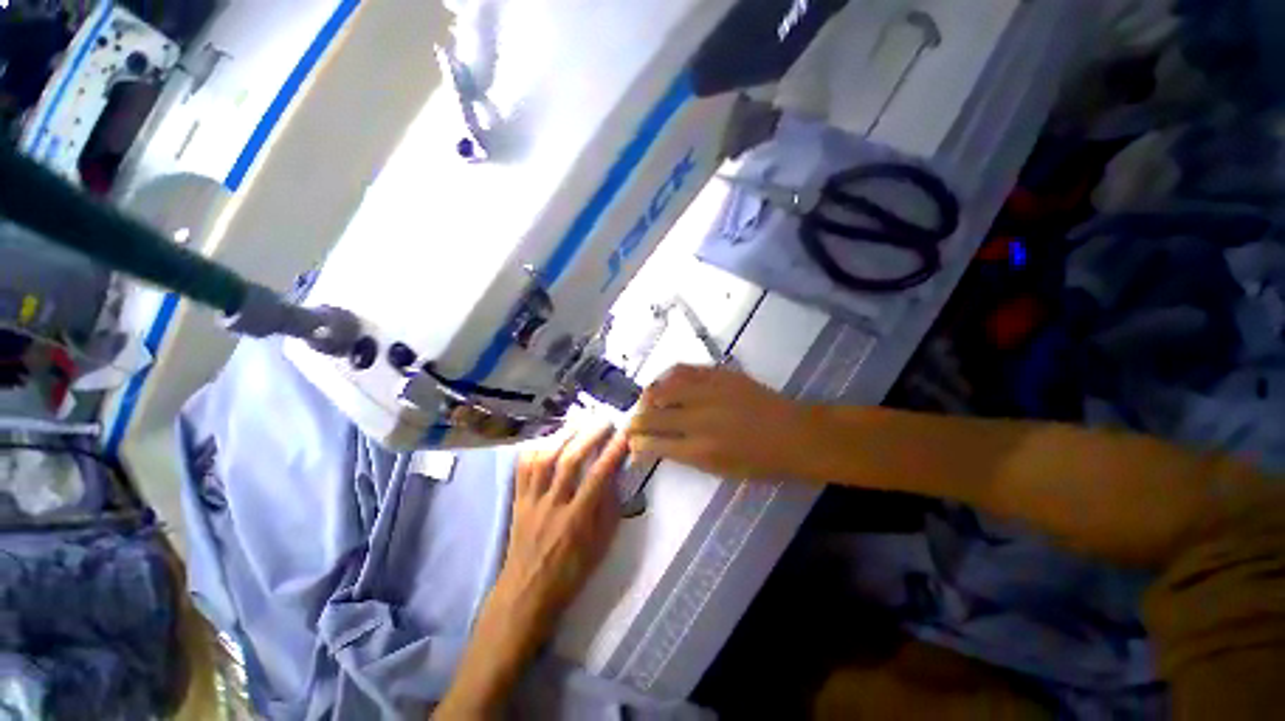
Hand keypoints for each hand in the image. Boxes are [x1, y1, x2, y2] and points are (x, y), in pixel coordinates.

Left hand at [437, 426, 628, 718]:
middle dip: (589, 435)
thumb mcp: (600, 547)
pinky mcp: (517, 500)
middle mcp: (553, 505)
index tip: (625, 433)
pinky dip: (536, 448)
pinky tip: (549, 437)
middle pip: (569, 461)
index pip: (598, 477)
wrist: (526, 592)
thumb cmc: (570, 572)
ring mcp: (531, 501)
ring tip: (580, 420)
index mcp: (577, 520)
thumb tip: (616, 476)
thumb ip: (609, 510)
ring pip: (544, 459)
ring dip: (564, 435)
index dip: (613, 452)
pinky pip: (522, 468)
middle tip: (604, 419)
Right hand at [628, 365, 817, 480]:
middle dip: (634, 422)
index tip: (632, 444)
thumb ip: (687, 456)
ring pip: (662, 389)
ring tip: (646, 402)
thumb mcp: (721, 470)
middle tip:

========================================================================

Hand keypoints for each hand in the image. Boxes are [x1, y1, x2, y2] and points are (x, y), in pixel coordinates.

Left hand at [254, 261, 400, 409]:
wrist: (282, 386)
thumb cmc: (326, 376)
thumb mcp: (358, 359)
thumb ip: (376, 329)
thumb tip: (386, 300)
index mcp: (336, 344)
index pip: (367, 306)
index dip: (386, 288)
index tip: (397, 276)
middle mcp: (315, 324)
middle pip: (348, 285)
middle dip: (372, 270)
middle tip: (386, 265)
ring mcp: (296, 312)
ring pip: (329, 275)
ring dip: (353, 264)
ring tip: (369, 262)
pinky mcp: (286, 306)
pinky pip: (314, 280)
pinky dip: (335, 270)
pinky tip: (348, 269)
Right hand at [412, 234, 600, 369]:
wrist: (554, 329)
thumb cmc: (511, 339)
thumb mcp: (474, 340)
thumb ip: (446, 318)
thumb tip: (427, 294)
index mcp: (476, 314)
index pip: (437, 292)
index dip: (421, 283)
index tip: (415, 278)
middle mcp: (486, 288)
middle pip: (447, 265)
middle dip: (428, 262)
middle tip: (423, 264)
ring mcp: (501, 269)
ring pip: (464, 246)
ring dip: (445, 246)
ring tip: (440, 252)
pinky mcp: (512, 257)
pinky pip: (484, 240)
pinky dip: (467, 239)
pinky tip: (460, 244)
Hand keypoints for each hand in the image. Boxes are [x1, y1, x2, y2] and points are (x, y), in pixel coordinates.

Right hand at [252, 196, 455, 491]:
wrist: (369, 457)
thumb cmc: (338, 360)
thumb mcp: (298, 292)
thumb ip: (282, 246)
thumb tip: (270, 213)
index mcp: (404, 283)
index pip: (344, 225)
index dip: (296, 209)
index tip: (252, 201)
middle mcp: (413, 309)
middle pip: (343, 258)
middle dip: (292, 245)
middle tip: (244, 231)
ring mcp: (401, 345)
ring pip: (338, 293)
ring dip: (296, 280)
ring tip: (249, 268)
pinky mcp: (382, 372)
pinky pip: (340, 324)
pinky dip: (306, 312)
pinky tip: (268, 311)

========================================================================

Directions for this task: Write down, word for word, the lines above from the one containing "thumb tip: (427, 294)" through the one containing "pinky tip: (268, 311)", both ends included.

Response below:
thumb tip: (427, 294)
index mcp: (476, 314)
index pip: (437, 292)
index dip: (421, 283)
index tip: (415, 278)
middle mcp: (486, 288)
middle pip: (447, 265)
middle dip: (428, 262)
middle tip: (423, 264)
ring mcp: (501, 269)
ring pip: (464, 246)
ring dip: (445, 246)
ring tip: (440, 252)
pinky mcp: (512, 257)
pinky pip: (484, 240)
pinky dip: (467, 239)
pinky tip: (460, 244)
Hand keypoints for each hand in the image. Boxes are [x1, y1, x2, y2] and points are (x, y), in pixel coordinates.

Right hand at [252, 196, 455, 491]:
wrist: (369, 457)
thumb cmc: (338, 360)
thumb mcp: (298, 292)
thumb ip: (282, 246)
thumb tip: (270, 213)
index mcp: (404, 283)
index pip: (344, 225)
index dip: (296, 209)
index tip: (252, 201)
middle mcp: (413, 309)
middle pip: (343, 258)
middle dip: (292, 245)
middle tip: (244, 231)
ring mcp: (401, 345)
ring pip: (338, 293)
ring dip: (296, 280)
ring tip: (249, 268)
pinky mcp: (382, 372)
pinky pip: (340, 324)
pinky dip: (306, 312)
pinky tip: (268, 311)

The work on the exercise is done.